⟨

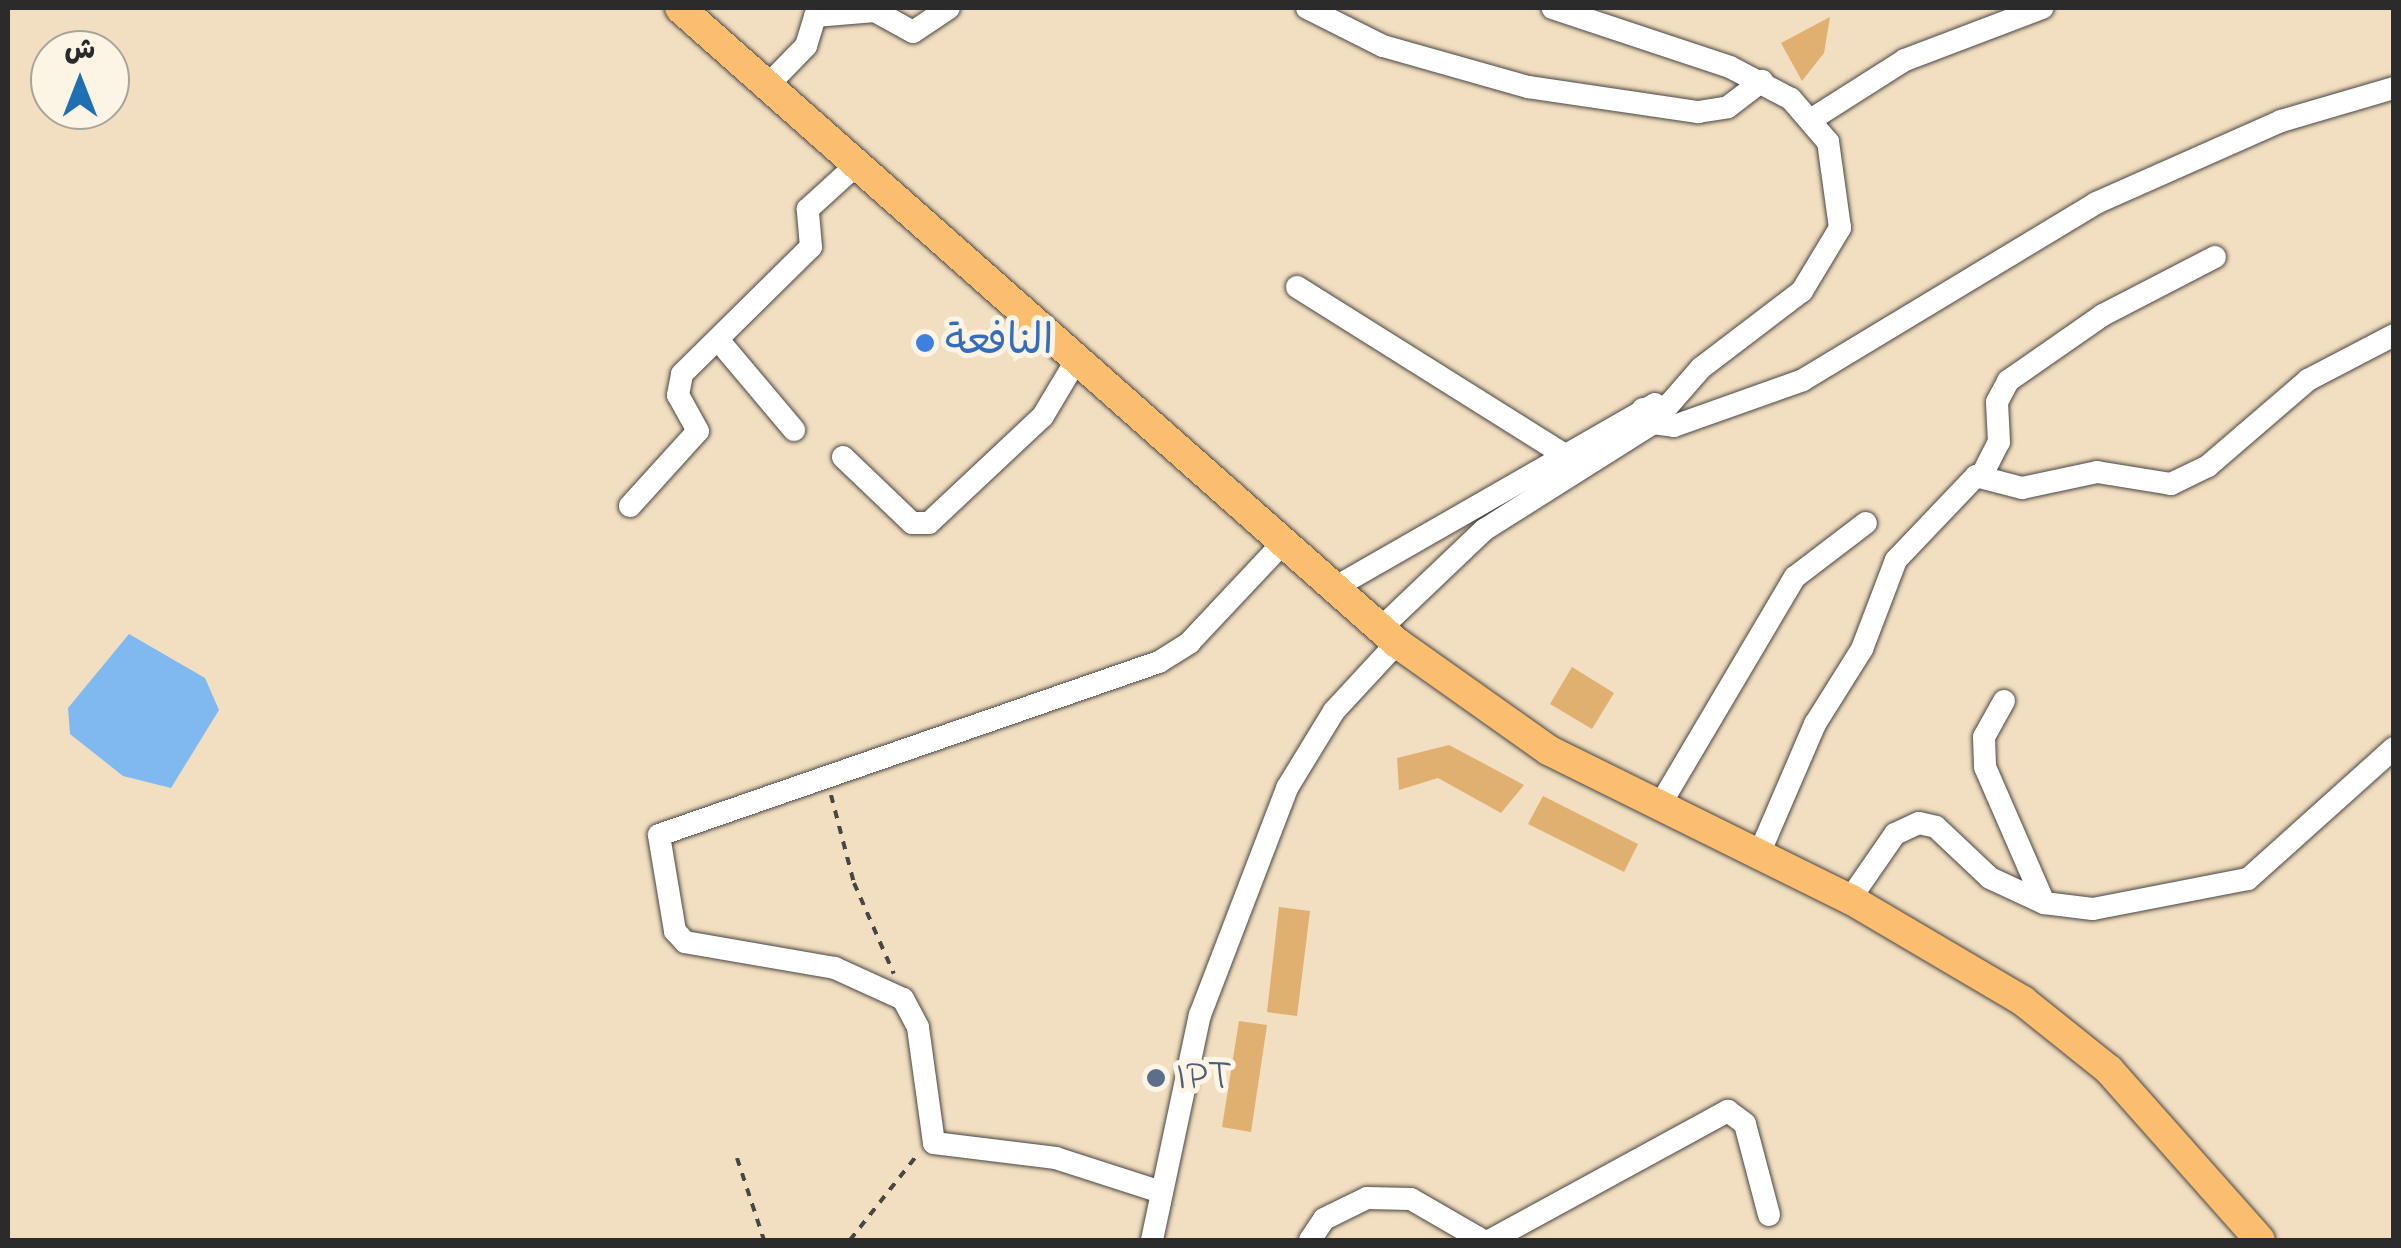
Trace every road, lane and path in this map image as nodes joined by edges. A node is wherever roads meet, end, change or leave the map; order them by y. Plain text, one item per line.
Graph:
1 (680, 8) edge
2 (949, 8) edge
3 (1307, 8) edge
4 (1553, 8) edge
5 (2042, 8) edge
6 (1762, 81) junction
7 (769, 84) junction
8 (2394, 88) edge
9 (1812, 118) junction
10 (854, 167) junction
11 (2215, 257) dead end
12 (1297, 287) dead end
13 (2394, 335) edge
14 (720, 342) junction
15 (1077, 359) junction
16 (1648, 416) junction
17 (794, 430) dead end
18 (843, 457) dead end
19 (1574, 461) junction
20 (1982, 475) junction
21 (1525, 490) junction
22 (630, 506) dead end
23 (1866, 522) dead end
24 (1283, 544) junction
25 (1334, 588) junction
26 (1389, 636) junction
27 (2004, 702) dead end
28 (2394, 748) edge
29 (827, 776) junction
30 (1660, 805) junction
31 (1759, 854) junction
32 (1850, 899) junction
33 (2044, 903) junction
34 (902, 999) junction
35 (932, 1140) junction
36 (737, 1158) dead end
37 (1161, 1192) junction
38 (1769, 1216) dead end
39 (1448, 1230) edge
40 (764, 1240) edge
41 (850, 1240) edge
42 (1152, 1240) edge
43 (1310, 1240) edge
44 (1482, 1240) edge
45 (1491, 1240) edge
46 (2260, 1240) edge

1 - 7 main road
2 - 7 street
3 - 6 street
4 - 6 street
5 - 9 street
6 - 9 street
7 - 10 main road
8 - 16 street
9 - 16 street
10 - 14 street
10 - 15 main road
11 - 20 street
12 - 19 street
13 - 20 street
14 - 17 street
14 - 22 street
15 - 18 street
15 - 24 main road
16 - 19 street
19 - 21 street
20 - 31 street
21 - 25 street
21 - 26 street
23 - 30 street
24 - 25 main road
24 - 29 street
25 - 26 main road
26 - 30 main road
26 - 37 street
27 - 33 street
28 - 33 street
29 - 34 path
29 - 34 street
30 - 31 main road
31 - 32 main road
32 - 33 street
32 - 46 main road
34 - 35 street
35 - 37 street
35 - 41 path
36 - 40 path
37 - 42 street
38 - 45 street
39 - 43 street
39 - 44 street

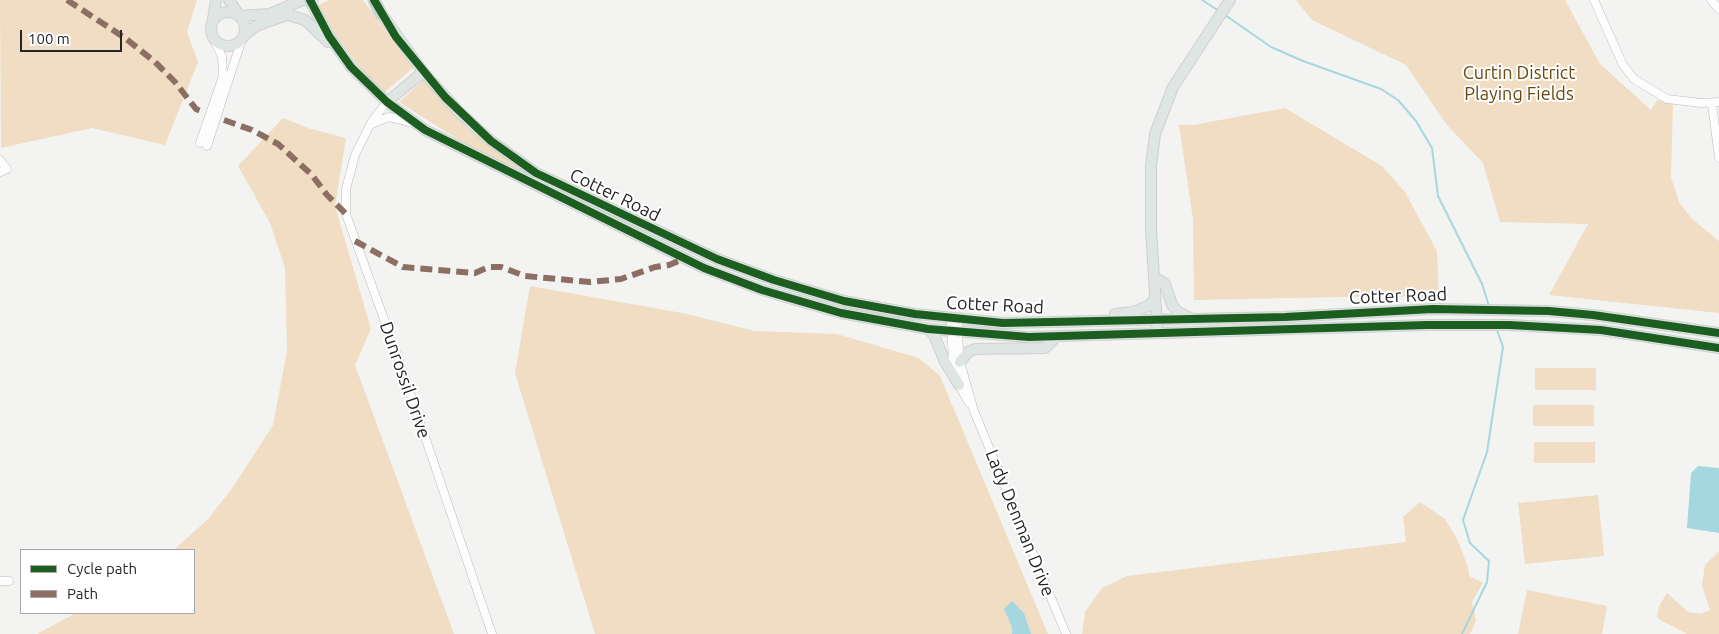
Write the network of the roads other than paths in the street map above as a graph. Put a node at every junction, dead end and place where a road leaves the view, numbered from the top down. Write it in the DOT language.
graph roads {
  1 [pos="216,0"];
  2 [pos="229,0"];
  3 [pos="311,0"];
  4 [pos="373,0"];
  5 [pos="1594,0"];
  6 [pos="1710,0"];
  7 [pos="1229,2"];
  8 [pos="1719,9"];
  9 [pos="381,14"];
  10 [pos="288,15"];
  11 [pos="239,16"];
  12 [pos="213,20"];
  13 [pos="213,37"];
  14 [pos="243,37"];
  15 [pos="344,59"];
  16 [pos="423,72"];
  17 [pos="386,102"];
  18 [pos="1715,103"];
  19 [pos="369,125"];
  20 [pos="425,130"];
  21 [pos="1719,158"];
  22 [pos="0,160"];
  23 [pos="3,171"];
  24 [pos="1155,269"];
  25 [pos="1159,280"];
  26 [pos="1154,300"];
  27 [pos="954,319"];
  28 [pos="1160,320"];
  29 [pos="1194,320"];
  30 [pos="1053,323"];
  31 [pos="928,329"];
  32 [pos="954,332"];
  33 [pos="1719,333"];
  34 [pos="1161,334"];
  35 [pos="1056,337"];
  36 [pos="1719,348"];
  37 [pos="960,362"];
  38 [pos="959,385"];
  39 [pos="974,411"];
  40 [pos="0,581"];
  41 [pos="9,581"];
  42 [pos="492,634"];
  43 [pos="1066,634"];
  1 -- 12 [label="main road"];
  2 -- 11 [label="main road"];
  3 -- 10 [label="main road"];
  3 -- 11 [label="main road"];
  3 -- 15 [label="main road, Cotter Road"];
  4 -- 9 [label="highway"];
  5 -- 18 [label="street"];
  6 -- 8 [label="street"];
  7 -- 24 [label="main road"];
  9 -- 16 [label="main road, Cotter Road"];
  10 -- 14 [label="main road"];
  10 -- 15 [label="main road"];
  11 -- 12 [label="main road"];
  11 -- 14 [label="main road"];
  12 -- 13 [label="main road"];
  13 -- 14 [label="main road"];
  13 -- 14 [label="street"];
  15 -- 17 [label="main road, Cotter Road"];
  16 -- 17 [label="main road"];
  16 -- 27 [label="main road, Cotter Road"];
  17 -- 19 [label="street, Dunrossil Drive"];
  17 -- 20 [label="main road, Cotter Road"];
  18 -- 21 [label="street"];
  19 -- 20 [label="street"];
  19 -- 42 [label="street, Dunrossil Drive"];
  20 -- 31 [label="main road, Cotter Road"];
  22 -- 23 [label="street"];
  24 -- 25 [label="main road"];
  24 -- 26 [label="main road"];
  25 -- 28 [label="main road"];
  25 -- 29 [label="main road"];
  26 -- 28 [label="main road"];
  26 -- 30 [label="main road"];
  27 -- 30 [label="main road, Cotter Road"];
  27 -- 32 [label="street, Lady Denman Drive"];
  28 -- 29 [label="main road, Cotter Road"];
  28 -- 30 [label="main road, Cotter Road"];
  28 -- 34 [label="main road"];
  29 -- 33 [label="main road, Cotter Road"];
  31 -- 32 [label="main road, Cotter Road"];
  31 -- 38 [label="main road"];
  32 -- 35 [label="main road, Cotter Road"];
  32 -- 37 [label="street, Lady Denman Drive"];
  32 -- 38 [label="street, Lady Denman Drive"];
  34 -- 35 [label="main road, Cotter Road"];
  34 -- 36 [label="main road, Cotter Road"];
  35 -- 37 [label="main road"];
  37 -- 39 [label="street, Lady Denman Drive"];
  38 -- 39 [label="street, Lady Denman Drive"];
  39 -- 43 [label="street, Lady Denman Drive"];
  40 -- 41 [label="street"];
}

⟩

▸ EXERCISE INSTRUCTIONS: Report each line in the data above that holds the word "Drive" by copying it.

▸ EXERCISE ANSWER:
  17 -- 19 [label="street, Dunrossil Drive"];
  19 -- 42 [label="street, Dunrossil Drive"];
  27 -- 32 [label="street, Lady Denman Drive"];
  32 -- 37 [label="street, Lady Denman Drive"];
  32 -- 38 [label="street, Lady Denman Drive"];
  37 -- 39 [label="street, Lady Denman Drive"];
  38 -- 39 [label="street, Lady Denman Drive"];
  39 -- 43 [label="street, Lady Denman Drive"];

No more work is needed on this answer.